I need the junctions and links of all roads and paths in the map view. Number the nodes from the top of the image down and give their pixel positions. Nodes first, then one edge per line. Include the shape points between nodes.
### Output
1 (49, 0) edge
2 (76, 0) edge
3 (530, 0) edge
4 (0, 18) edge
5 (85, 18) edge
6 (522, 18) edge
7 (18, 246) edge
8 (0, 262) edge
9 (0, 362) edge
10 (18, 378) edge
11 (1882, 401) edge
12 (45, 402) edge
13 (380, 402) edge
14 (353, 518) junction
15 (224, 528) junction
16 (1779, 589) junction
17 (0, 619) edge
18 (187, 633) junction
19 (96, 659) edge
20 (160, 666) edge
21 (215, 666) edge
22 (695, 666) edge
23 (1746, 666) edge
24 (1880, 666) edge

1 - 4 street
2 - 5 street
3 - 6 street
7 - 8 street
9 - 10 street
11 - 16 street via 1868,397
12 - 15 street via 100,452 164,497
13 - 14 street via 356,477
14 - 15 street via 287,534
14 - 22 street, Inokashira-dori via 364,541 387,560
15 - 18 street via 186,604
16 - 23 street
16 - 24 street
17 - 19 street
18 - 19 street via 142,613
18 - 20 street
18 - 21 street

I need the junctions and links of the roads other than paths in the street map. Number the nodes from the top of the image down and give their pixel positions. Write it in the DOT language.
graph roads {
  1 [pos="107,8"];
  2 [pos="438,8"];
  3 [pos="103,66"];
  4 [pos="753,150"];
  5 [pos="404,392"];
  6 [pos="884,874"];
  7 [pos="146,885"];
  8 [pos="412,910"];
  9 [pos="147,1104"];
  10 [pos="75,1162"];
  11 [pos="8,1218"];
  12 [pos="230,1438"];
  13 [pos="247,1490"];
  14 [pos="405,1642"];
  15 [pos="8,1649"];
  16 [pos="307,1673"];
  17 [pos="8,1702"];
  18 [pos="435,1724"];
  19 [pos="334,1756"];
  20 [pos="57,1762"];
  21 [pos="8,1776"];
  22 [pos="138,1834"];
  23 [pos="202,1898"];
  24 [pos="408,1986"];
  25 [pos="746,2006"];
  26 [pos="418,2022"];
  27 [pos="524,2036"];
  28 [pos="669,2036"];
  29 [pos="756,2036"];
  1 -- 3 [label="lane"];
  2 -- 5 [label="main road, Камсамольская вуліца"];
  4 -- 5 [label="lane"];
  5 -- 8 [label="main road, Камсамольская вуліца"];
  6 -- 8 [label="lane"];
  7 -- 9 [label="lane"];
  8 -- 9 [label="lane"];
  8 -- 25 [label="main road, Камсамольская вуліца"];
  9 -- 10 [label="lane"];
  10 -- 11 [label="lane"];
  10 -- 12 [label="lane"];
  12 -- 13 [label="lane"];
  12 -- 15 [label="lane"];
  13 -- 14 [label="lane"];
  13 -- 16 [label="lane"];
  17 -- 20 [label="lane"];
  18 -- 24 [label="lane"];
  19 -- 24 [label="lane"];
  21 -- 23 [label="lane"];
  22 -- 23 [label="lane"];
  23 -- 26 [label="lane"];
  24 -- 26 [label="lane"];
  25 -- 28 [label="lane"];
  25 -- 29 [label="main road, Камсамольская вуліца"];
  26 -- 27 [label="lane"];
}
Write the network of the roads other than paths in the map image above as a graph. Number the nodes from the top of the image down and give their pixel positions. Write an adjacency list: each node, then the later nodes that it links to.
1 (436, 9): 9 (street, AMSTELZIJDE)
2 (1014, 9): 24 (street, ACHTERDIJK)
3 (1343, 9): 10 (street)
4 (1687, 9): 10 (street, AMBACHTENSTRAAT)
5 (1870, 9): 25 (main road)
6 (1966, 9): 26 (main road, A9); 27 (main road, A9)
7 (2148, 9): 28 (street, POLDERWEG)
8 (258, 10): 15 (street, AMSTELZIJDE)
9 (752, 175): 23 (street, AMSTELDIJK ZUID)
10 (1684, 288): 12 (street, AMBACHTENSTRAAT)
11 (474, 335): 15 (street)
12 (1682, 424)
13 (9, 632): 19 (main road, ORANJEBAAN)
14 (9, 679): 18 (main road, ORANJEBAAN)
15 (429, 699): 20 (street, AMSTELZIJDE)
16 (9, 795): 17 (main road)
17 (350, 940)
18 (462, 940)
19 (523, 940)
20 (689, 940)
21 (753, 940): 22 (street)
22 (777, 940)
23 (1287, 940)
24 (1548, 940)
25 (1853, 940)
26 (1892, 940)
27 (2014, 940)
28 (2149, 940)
....
Your assignment: Reproduce the whole listing so that each line matches the original exactly.

Solution to the exercise:
I need the junctions and links of all roads and paths in the map view. Number the nodes from the top of the image down and give their pixel positions. Nodes first, then one edge per line. Include the shape points between nodes.
### Output
1 (49, 0) edge
2 (76, 0) edge
3 (530, 0) edge
4 (0, 18) edge
5 (85, 18) edge
6 (522, 18) edge
7 (18, 246) edge
8 (0, 262) edge
9 (0, 362) edge
10 (18, 378) edge
11 (1882, 401) edge
12 (45, 402) edge
13 (380, 402) edge
14 (353, 518) junction
15 (224, 528) junction
16 (1779, 589) junction
17 (0, 619) edge
18 (187, 633) junction
19 (96, 659) edge
20 (160, 666) edge
21 (215, 666) edge
22 (695, 666) edge
23 (1746, 666) edge
24 (1880, 666) edge

1 - 4 street
2 - 5 street
3 - 6 street
7 - 8 street
9 - 10 street
11 - 16 street via 1868,397
12 - 15 street via 100,452 164,497
13 - 14 street via 356,477
14 - 15 street via 287,534
14 - 22 street, Inokashira-dori via 364,541 387,560
15 - 18 street via 186,604
16 - 23 street
16 - 24 street
17 - 19 street
18 - 19 street via 142,613
18 - 20 street
18 - 21 street

I need the junctions and links of the roads other than paths in the street map. Number the nodes from the top of the image down and give their pixel positions. Write it in the DOT language.
graph roads {
  1 [pos="107,8"];
  2 [pos="438,8"];
  3 [pos="103,66"];
  4 [pos="753,150"];
  5 [pos="404,392"];
  6 [pos="884,874"];
  7 [pos="146,885"];
  8 [pos="412,910"];
  9 [pos="147,1104"];
  10 [pos="75,1162"];
  11 [pos="8,1218"];
  12 [pos="230,1438"];
  13 [pos="247,1490"];
  14 [pos="405,1642"];
  15 [pos="8,1649"];
  16 [pos="307,1673"];
  17 [pos="8,1702"];
  18 [pos="435,1724"];
  19 [pos="334,1756"];
  20 [pos="57,1762"];
  21 [pos="8,1776"];
  22 [pos="138,1834"];
  23 [pos="202,1898"];
  24 [pos="408,1986"];
  25 [pos="746,2006"];
  26 [pos="418,2022"];
  27 [pos="524,2036"];
  28 [pos="669,2036"];
  29 [pos="756,2036"];
  1 -- 3 [label="lane"];
  2 -- 5 [label="main road, Камсамольская вуліца"];
  4 -- 5 [label="lane"];
  5 -- 8 [label="main road, Камсамольская вуліца"];
  6 -- 8 [label="lane"];
  7 -- 9 [label="lane"];
  8 -- 9 [label="lane"];
  8 -- 25 [label="main road, Камсамольская вуліца"];
  9 -- 10 [label="lane"];
  10 -- 11 [label="lane"];
  10 -- 12 [label="lane"];
  12 -- 13 [label="lane"];
  12 -- 15 [label="lane"];
  13 -- 14 [label="lane"];
  13 -- 16 [label="lane"];
  17 -- 20 [label="lane"];
  18 -- 24 [label="lane"];
  19 -- 24 [label="lane"];
  21 -- 23 [label="lane"];
  22 -- 23 [label="lane"];
  23 -- 26 [label="lane"];
  24 -- 26 [label="lane"];
  25 -- 28 [label="lane"];
  25 -- 29 [label="main road, Камсамольская вуліца"];
  26 -- 27 [label="lane"];
}
Write the network of the roads other than paths in the map image above as a graph. Number the nodes from the top of the image down and give their pixel positions. Write an adjacency list: each node, then the later nodes that it links to.
1 (436, 9): 9 (street, AMSTELZIJDE)
2 (1014, 9): 24 (street, ACHTERDIJK)
3 (1343, 9): 10 (street)
4 (1687, 9): 10 (street, AMBACHTENSTRAAT)
5 (1870, 9): 25 (main road)
6 (1966, 9): 26 (main road, A9); 27 (main road, A9)
7 (2148, 9): 28 (street, POLDERWEG)
8 (258, 10): 15 (street, AMSTELZIJDE)
9 (752, 175): 23 (street, AMSTELDIJK ZUID)
10 (1684, 288): 12 (street, AMBACHTENSTRAAT)
11 (474, 335): 15 (street)
12 (1682, 424)
13 (9, 632): 19 (main road, ORANJEBAAN)
14 (9, 679): 18 (main road, ORANJEBAAN)
15 (429, 699): 20 (street, AMSTELZIJDE)
16 (9, 795): 17 (main road)
17 (350, 940)
18 (462, 940)
19 (523, 940)
20 (689, 940)
21 (753, 940): 22 (street)
22 (777, 940)
23 (1287, 940)
24 (1548, 940)
25 (1853, 940)
26 (1892, 940)
27 (2014, 940)
28 (2149, 940)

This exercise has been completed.